Demandante es un adjetivo poco usual para describir una obra cinematográfica. Pero resulta casi imposible no recurrir a dicha palabra cuando se habla de la obra póstuma del cineasta ruso Aleksey German, Qué difícil es ser un dios (Trudno byt bogom, 2013), una magnánima obra filmada en blanco y negro durante 13 años donde se narra la historia —¿futurista?— de un grupo de terrícolas que viaja a un planeta similar a la Tierra que apenas atraviesa la Edad Media.
Don Rumata es el protagonista del filme y líder del grupo. Nuestro guía de turistas en esta tierra que el ya difunto cineasta retrata como nunca antes algo había sido filmado en el mundo cinematográfico. En Qué difícil es ser un dios cada secuencia es de una barroquería monumental, de un churrigueresco medievo compuesto de fluidos, ideología y movimiento.
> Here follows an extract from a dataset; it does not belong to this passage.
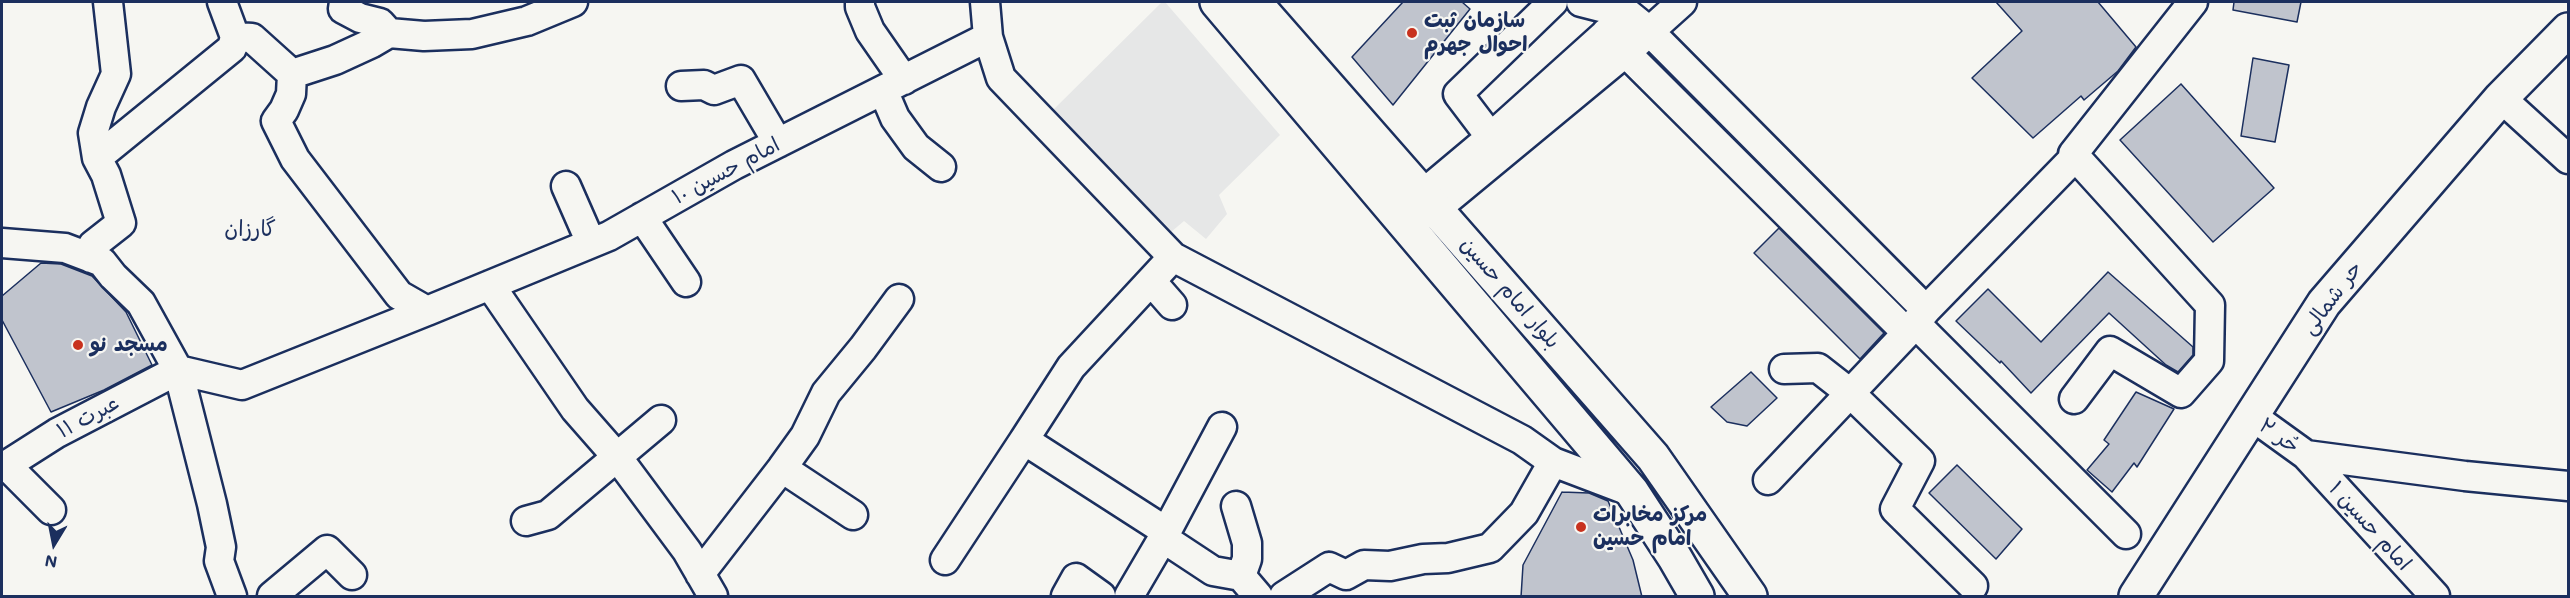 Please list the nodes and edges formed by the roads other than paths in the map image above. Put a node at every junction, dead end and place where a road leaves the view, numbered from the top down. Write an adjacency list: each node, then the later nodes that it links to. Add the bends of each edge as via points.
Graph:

La cámara de German recorre el espacio de manera ininterrumpida. El espectador es demandado en cada encuadre por un nihilismo apocalíptico que permea cada segundo de lo registrado. Entre lodo, tierra, sangre y un sinfín de esencias, German retrata un agobiante desencanto que sólo puede ser relacionado con el Fin.
La experiencia que significa enfrentarse a Qué difícil es ser un dios se complementa con todo lo referente a la grotesca y visceral puesta en escena que se puede reducir a la innumerable cantidad de fluidos que circulan en pantalla. Sangre, mucosidades y mierda convergen con los fluidos de la tierra; el lodo, la lluvia, los charcos. Todo esto que invade en pantalla en medio de diálogos tan profundos como vagos en secuencias densas y titánicas, logrando crear una orgía filosófica-visual-sensorial sobre un horror que parte de lo humano.
Nuestro protagonista se enfrenta en esta atemporal y foránea tierra a un compendio de cuestionamientos ontológicos donde se difumina lo divino con lo orgánico. Todo lo referente a lo temático termina por ser orillado a un segundo plano al verse sujeto al magistral ejercicio que es y termina por ser en su visualización, el filme. Dios y el Ser se pierden en la terrenal totalidad que concibe el cineasta en esta exploración inabarcable de lo desagradable de la existencia.
Si con el incomparable húngaro Bela Tarr, el eje es la puesta en escena de lo mínimo, donde la soledad es la herramienta para alcanzar la desolación visual y sensorial, en esta última obra de Aleksey German es necesario una composición a base de la saturación. La mente es incapaz de recibir todo lo que el cineasta nos impone en pantalla. Las constantes revisiones de este clásico de culto instantáneo son imperativas, ya que sin duda cada una de estas será una completa y absoluta experiencia donde no queda más que quedar absorto de este manejo extremo y absoluto de lo cinematográfico que da por resultado esta película imposible, el último monumental vestigio de un cine que ya no es; de un mundo y seres que ya no serán.